# WHAT THE TASK ASKS
Without leaving anything out, print every line of the data.

==== SOURCE DATA ====

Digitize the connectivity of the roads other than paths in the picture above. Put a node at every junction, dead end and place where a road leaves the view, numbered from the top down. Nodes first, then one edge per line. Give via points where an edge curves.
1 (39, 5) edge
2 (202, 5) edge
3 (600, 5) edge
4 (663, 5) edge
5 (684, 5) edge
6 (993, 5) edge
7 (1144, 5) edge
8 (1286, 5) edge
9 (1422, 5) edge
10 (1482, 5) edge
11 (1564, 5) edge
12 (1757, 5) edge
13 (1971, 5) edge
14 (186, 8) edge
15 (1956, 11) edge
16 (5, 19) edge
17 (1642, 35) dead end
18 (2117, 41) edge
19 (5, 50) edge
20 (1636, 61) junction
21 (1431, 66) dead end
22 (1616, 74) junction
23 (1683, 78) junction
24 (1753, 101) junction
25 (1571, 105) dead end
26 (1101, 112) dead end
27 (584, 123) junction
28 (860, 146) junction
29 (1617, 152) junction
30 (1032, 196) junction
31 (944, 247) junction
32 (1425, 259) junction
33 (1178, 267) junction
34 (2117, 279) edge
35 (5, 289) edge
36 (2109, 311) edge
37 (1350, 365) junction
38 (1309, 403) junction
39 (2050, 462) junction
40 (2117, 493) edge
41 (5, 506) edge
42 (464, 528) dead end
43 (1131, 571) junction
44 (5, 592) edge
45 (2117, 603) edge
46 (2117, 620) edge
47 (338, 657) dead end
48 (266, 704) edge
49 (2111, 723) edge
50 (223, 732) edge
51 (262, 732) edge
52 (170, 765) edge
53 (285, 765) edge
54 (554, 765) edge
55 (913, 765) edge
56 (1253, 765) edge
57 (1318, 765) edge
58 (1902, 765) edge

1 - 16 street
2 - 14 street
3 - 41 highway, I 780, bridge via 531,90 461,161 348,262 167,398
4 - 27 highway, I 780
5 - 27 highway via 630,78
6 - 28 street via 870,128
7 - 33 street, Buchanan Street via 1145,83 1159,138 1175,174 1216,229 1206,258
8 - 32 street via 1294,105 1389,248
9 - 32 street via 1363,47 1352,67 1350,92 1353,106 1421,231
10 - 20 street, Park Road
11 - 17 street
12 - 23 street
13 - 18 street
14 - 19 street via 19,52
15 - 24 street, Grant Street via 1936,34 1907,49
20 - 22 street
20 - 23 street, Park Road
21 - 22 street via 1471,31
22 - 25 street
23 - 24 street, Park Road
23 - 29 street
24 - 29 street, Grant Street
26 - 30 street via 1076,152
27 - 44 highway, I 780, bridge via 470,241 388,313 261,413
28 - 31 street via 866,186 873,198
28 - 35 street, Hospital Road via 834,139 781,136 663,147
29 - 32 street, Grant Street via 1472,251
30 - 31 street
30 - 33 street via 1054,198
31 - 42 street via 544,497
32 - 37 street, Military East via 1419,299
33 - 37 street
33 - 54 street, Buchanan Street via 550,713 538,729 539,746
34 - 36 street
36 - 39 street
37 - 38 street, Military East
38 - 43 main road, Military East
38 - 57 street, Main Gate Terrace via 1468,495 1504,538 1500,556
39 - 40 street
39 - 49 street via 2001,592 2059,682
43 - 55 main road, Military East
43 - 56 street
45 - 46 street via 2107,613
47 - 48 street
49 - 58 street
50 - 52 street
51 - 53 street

====

# THE COMPLETED TASK
Digitize the connectivity of the roads other than paths in the picture above. Put a node at every junction, dead end and place where a road leaves the view, numbered from the top down. Nodes first, then one edge per line. Give via points where an edge curves.
1 (39, 5) edge
2 (202, 5) edge
3 (600, 5) edge
4 (663, 5) edge
5 (684, 5) edge
6 (993, 5) edge
7 (1144, 5) edge
8 (1286, 5) edge
9 (1422, 5) edge
10 (1482, 5) edge
11 (1564, 5) edge
12 (1757, 5) edge
13 (1971, 5) edge
14 (186, 8) edge
15 (1956, 11) edge
16 (5, 19) edge
17 (1642, 35) dead end
18 (2117, 41) edge
19 (5, 50) edge
20 (1636, 61) junction
21 (1431, 66) dead end
22 (1616, 74) junction
23 (1683, 78) junction
24 (1753, 101) junction
25 (1571, 105) dead end
26 (1101, 112) dead end
27 (584, 123) junction
28 (860, 146) junction
29 (1617, 152) junction
30 (1032, 196) junction
31 (944, 247) junction
32 (1425, 259) junction
33 (1178, 267) junction
34 (2117, 279) edge
35 (5, 289) edge
36 (2109, 311) edge
37 (1350, 365) junction
38 (1309, 403) junction
39 (2050, 462) junction
40 (2117, 493) edge
41 (5, 506) edge
42 (464, 528) dead end
43 (1131, 571) junction
44 (5, 592) edge
45 (2117, 603) edge
46 (2117, 620) edge
47 (338, 657) dead end
48 (266, 704) edge
49 (2111, 723) edge
50 (223, 732) edge
51 (262, 732) edge
52 (170, 765) edge
53 (285, 765) edge
54 (554, 765) edge
55 (913, 765) edge
56 (1253, 765) edge
57 (1318, 765) edge
58 (1902, 765) edge

1 - 16 street
2 - 14 street
3 - 41 highway, I 780, bridge via 531,90 461,161 348,262 167,398
4 - 27 highway, I 780
5 - 27 highway via 630,78
6 - 28 street via 870,128
7 - 33 street, Buchanan Street via 1145,83 1159,138 1175,174 1216,229 1206,258
8 - 32 street via 1294,105 1389,248
9 - 32 street via 1363,47 1352,67 1350,92 1353,106 1421,231
10 - 20 street, Park Road
11 - 17 street
12 - 23 street
13 - 18 street
14 - 19 street via 19,52
15 - 24 street, Grant Street via 1936,34 1907,49
20 - 22 street
20 - 23 street, Park Road
21 - 22 street via 1471,31
22 - 25 street
23 - 24 street, Park Road
23 - 29 street
24 - 29 street, Grant Street
26 - 30 street via 1076,152
27 - 44 highway, I 780, bridge via 470,241 388,313 261,413
28 - 31 street via 866,186 873,198
28 - 35 street, Hospital Road via 834,139 781,136 663,147
29 - 32 street, Grant Street via 1472,251
30 - 31 street
30 - 33 street via 1054,198
31 - 42 street via 544,497
32 - 37 street, Military East via 1419,299
33 - 37 street
33 - 54 street, Buchanan Street via 550,713 538,729 539,746
34 - 36 street
36 - 39 street
37 - 38 street, Military East
38 - 43 main road, Military East
38 - 57 street, Main Gate Terrace via 1468,495 1504,538 1500,556
39 - 40 street
39 - 49 street via 2001,592 2059,682
43 - 55 main road, Military East
43 - 56 street
45 - 46 street via 2107,613
47 - 48 street
49 - 58 street
50 - 52 street
51 - 53 street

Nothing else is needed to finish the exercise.